Of the 136 new autosomal SNPs, 129 had identical values in the 4 BAM files. Of those, 128 matched the new 23andMe value. Just one, which was AG in the 23andMe file and was AA in the BAM files didn’t match. That’s an error rate of 1 / 129 = 0.8% which is okay. So what was added was useful.

The values deleted had a high error rate. The values added had a low error rate. I don’t know the reason why 23andMe made these changes or what they did to make the changes, but the net result was a slight overall improvement to the accuracy of their raw data file.


Did the Raw Data File of Other Companies Change as Well?

Let’s see.

Family Tree DNA:  My first build 37 raw data file download was from Aug 2018. My download today is identical to it.

Ancestry DNA: My first raw data download was Mar 2018. Compared to my download today, 56 SNPs from the early file have been deleted. All the deleted SNPs had values and none were no-calls.  No SNPs were added and no SNPs were changed. So this is a change, but a minor change.

LivingDNA: My first raw data download was Aug 2018.  My download today is identical to it.

MyHeritage DNA: My first raw data download was March 2017. But I was surprised to find my download today is very different, much more different than the 23andMe data, and needs its own analysis, which follows.


MyHeritage DNA Raw Data Changes

Here is my MyHeritage DNA comparison table:

image

There are over 110,000 fewer SNPs in the new dataset from MyHeritage. Most of the reductions appears to be among the heterozygous SNPs which halved in numbers.

I hadn’t heard that any change was made to MyHeritage DNA’s raw data files, so I didn’t expect this. I also see they added a few indels to their file, similar to the way 23andMe does and have cut down the number of no-calls.

But just take a look at these changes:

image

Of the 720,816 SNPs they had in the original file, they only retained 214,353 of them, changed 3436 of them, and added 391,635 new SNPs that weren’t there before.

This is a major change! The original MyHeritage raw data I got in 2018 is nothing like the new one I now get. The SNPs they are using now are 65% different.

Hopefully they improved their accuracy. Let’s see.

When I wrote my Determining the Accuracy of DNA Tests article in Apr 2020, I  produced the following table:

image

My numbers showed that MyHeritage had the best accuracy of the 5 companies, just 1 error out of every 603 SNPs.

When I do the same comparison of my new MyHeritage DNA raw data, I get this:

My new data has 574,057 autosomal values on Chr 1 to 22 that are not no-calls. Of those,  534,179 have agreeing values in my 4 BAM results that I can compare them to.  529,707 of those match the MyHeritage value.

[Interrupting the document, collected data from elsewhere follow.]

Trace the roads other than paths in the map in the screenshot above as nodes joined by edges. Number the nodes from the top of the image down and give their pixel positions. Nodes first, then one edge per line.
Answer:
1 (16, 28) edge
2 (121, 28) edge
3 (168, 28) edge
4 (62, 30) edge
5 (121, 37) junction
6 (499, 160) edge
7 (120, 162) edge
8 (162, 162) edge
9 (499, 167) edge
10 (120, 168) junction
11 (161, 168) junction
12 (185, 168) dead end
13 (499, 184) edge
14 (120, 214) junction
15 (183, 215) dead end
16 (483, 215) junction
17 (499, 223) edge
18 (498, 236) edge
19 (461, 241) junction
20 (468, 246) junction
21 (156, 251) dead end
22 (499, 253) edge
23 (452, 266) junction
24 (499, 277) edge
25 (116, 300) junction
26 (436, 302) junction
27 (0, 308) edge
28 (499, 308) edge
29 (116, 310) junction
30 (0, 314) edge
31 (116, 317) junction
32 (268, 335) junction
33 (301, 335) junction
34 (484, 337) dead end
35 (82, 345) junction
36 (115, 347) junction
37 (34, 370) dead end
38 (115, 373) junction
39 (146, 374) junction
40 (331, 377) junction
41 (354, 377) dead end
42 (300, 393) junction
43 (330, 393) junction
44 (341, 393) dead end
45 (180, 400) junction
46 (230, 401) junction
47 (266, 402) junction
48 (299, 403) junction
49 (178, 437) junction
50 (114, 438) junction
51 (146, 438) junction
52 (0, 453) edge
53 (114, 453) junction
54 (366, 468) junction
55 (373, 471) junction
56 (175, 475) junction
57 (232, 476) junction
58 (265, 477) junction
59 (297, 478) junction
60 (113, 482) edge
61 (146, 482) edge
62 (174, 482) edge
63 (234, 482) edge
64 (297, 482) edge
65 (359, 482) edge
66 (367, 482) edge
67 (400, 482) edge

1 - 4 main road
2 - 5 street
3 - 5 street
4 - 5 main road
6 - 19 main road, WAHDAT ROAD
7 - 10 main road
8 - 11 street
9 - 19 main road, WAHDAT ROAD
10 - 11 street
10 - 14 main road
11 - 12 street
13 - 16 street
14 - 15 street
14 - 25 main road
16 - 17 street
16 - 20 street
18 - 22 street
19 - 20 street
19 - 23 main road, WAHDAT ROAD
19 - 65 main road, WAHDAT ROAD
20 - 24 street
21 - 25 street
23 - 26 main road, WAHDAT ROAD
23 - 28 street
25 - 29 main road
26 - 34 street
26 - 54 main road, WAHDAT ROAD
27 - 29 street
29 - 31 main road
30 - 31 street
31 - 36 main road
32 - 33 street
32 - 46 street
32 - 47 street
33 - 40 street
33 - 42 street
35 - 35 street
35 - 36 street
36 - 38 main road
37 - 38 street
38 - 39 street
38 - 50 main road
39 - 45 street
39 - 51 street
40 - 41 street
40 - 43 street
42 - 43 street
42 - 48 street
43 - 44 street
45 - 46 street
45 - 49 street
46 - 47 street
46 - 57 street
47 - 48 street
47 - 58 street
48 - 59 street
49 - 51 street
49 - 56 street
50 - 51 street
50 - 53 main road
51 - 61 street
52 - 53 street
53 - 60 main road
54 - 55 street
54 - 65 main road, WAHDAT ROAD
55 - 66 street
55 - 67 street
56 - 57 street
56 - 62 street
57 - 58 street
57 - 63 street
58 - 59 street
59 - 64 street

That means 4472 are incorrect out of 534,179 or 0.8%.  So 1 out of 119 values in my new MyHeritage raw data file are incorrect. It’s error rate has increased by a factor of 5.

With this change, MyHeritage went from being the most accurate of the 5 companies, to being the least accurate.

I don’t know exactly when or why MyHeritage made changes to what it puts in your raw data download file, but whatever they did (maybe their imputation and splicing) decreased the quality of its raw data considerably.

I cannot say for sure what that does to MyHeritage’s matching accuracy. That will depend on their matching algorithm and whether they are allowing for the possibility that 1 out of 100 SNPs may have an incorrect value, rather than the 1 in 600 that they had before. If they did compensate for this and lessened their requirement to, say, 1 mismatch every 50 SNPs, then you will have more false segments than you did before.